Use Mail-in-a-box to get started [1]. You can literally set it up in a couple of hours by following the instructions and everything should just work.

After a few years, you can think about switching your personal correspondence to your new email.

[1] https://mailinabox.email./

2 comments

I can recommend Stalwart [1] which is a complete mail service contained in a single binary, that doesn't really have any external dependencies, and is really easy to install and update.

I've looked (and tried) a few other projects in the past, but Stalwart was the easiest to setup, and I haven't had any issues with it so far.

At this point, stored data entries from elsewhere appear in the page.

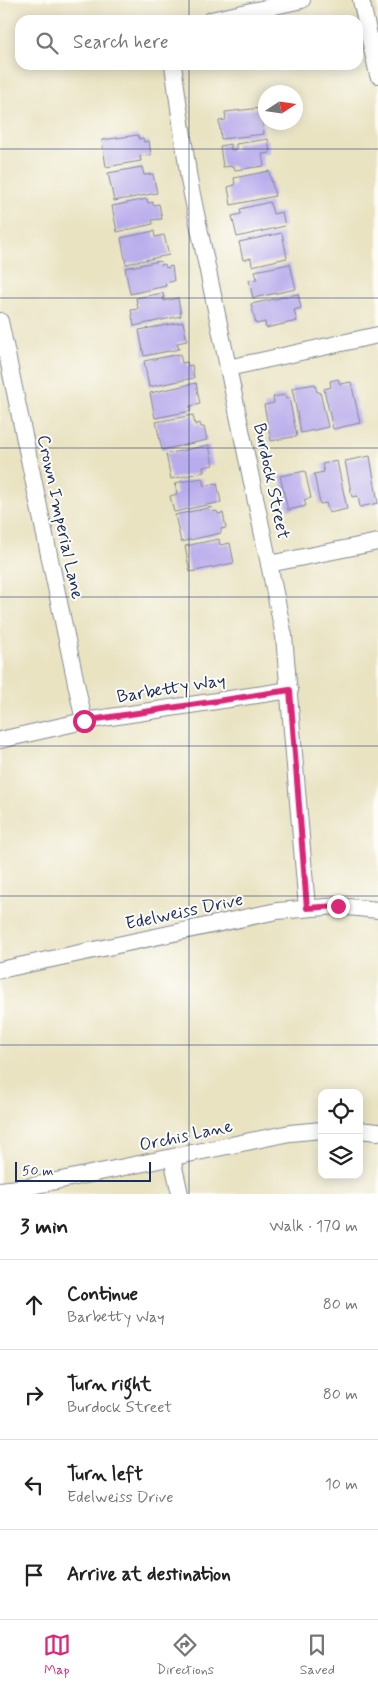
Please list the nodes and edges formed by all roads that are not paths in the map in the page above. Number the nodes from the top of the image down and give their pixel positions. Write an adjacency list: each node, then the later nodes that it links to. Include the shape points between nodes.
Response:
1 (302, 0): 3 (street)
2 (361, 0): 5 (street)
3 (234, 15)
4 (174, 70): 8 (street, Burdock Street, via 189,180)
5 (378, 75)
6 (0, 321): 12 (street, Crown Imperial Lane)
7 (378, 335): 8 (street)
8 (228, 368): 10 (street, Burdock Street)
9 (378, 542): 10 (street)
10 (269, 564): 11 (street, Burdock Street, via 284,636)
11 (290, 690): 12 (street, Barbetty Way); 14 (street, Burdock Street)
12 (84, 721): 13 (street, Barbetty Way)
13 (0, 740)
14 (307, 908): 15 (street, Edelweiss Drive, via 338,906); 16 (street, Edelweiss Drive, via 278,911)
15 (378, 910)
16 (0, 970)
17 (318, 1130): 20 (street, Orchis Lane, via 290,1133)
18 (363, 1130): 19 (street)
19 (378, 1132)
20 (172, 1158): 21 (street, Orchis Lane, via 27,1188); 22 (street)
21 (0, 1190)
22 (180, 1194)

[1] https://github.com/stalwartlabs/stalwart

It’s also what Thunderbird is using to build their paid email hosting. Seems like a very ambitious project mostly done by a single person – impressive!
Wow! I was just about to comment how email is the one thing where I wish something that didn't follow the unix philosophy existed. Exactly due to this, it is easy to set up a mail server but it is hard to think of all the things around it: spam, fishing, dmarc, dkim, spf, etc.

This looks really nice, especially also for saas projects.

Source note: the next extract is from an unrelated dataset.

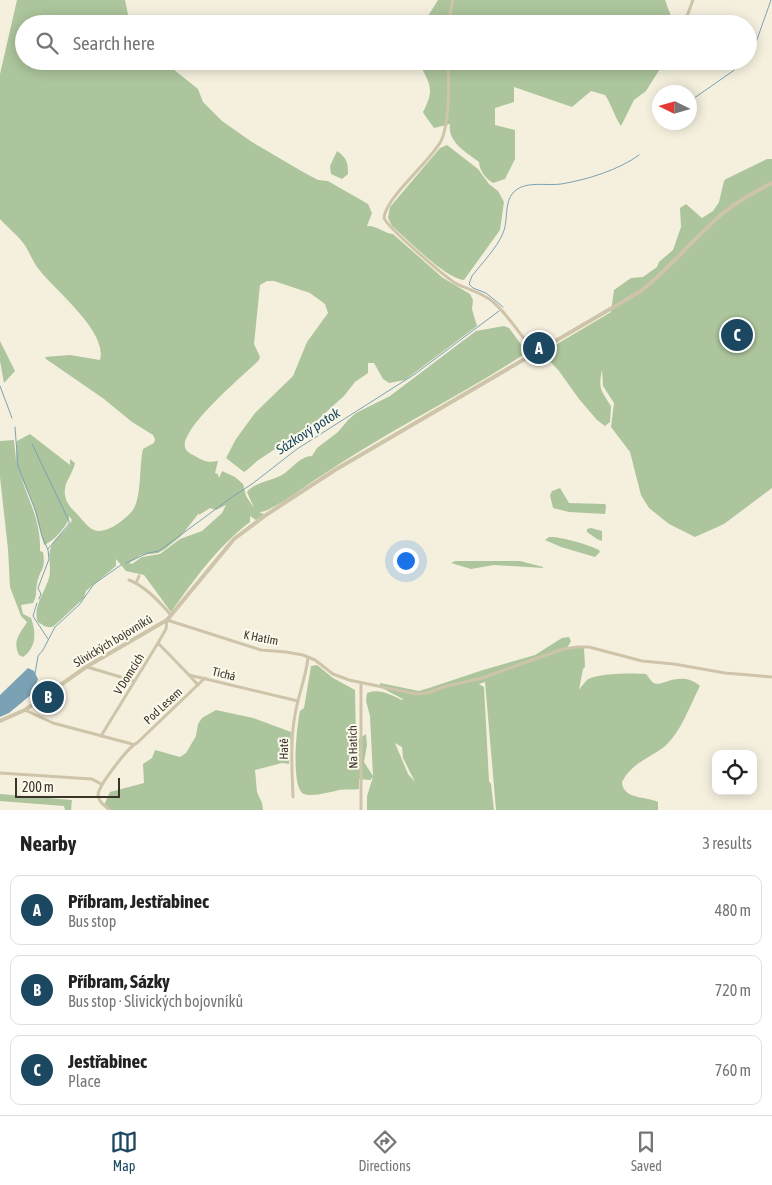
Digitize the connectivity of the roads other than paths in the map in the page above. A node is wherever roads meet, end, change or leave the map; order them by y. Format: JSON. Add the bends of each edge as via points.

I'm not looking to self-host my email, but this looks fantastic. It's making me reconsider the decision, hm. Thank you for this.
Has anyone compared Stalwart with say Mox or Maddy, in practice?

They all look about the same from a newb's perspective.

I've been running MIAB for a few years now with generally good success as an outgoing sender using a rented cloud machine and a "clean" reputation IP. I've had to email the Microsoft postmaster on one occasion when my emails weren't reaching Outlook users, but they were surprisingly helpful and it's been working fine for years now. It's a good learning exercise in setting up stuff like DKIM/SPF/DMARC.

That said - receiving account sign-up emails is the absolute biggest pain in the backside with Mailinabox! The greylisting anti-spam feature relies on bouncing unknown senders and waiting for a retry. The trouble is, many legit sites just don't bother retrying. So email verification for new accounts and 2FA-type stuff often takes ages to come through, if at all. MIAB stubbornly has no easy, mail user-facing way to temporarily disable spam filtering and it's a real PITA at times.

Oh! That's what it is. I just thought some websites just took longer to send an email to my unknown domain.

I see that the only way to disable greylisting is to configure the underlying tool [1]. But it also means that SPAM will increase a lot.

[1] https://discourse.mailinabox.email/t/how-to-turn-off-edit-gr...

It's better to whitelist the domains you'll be getting mfa from.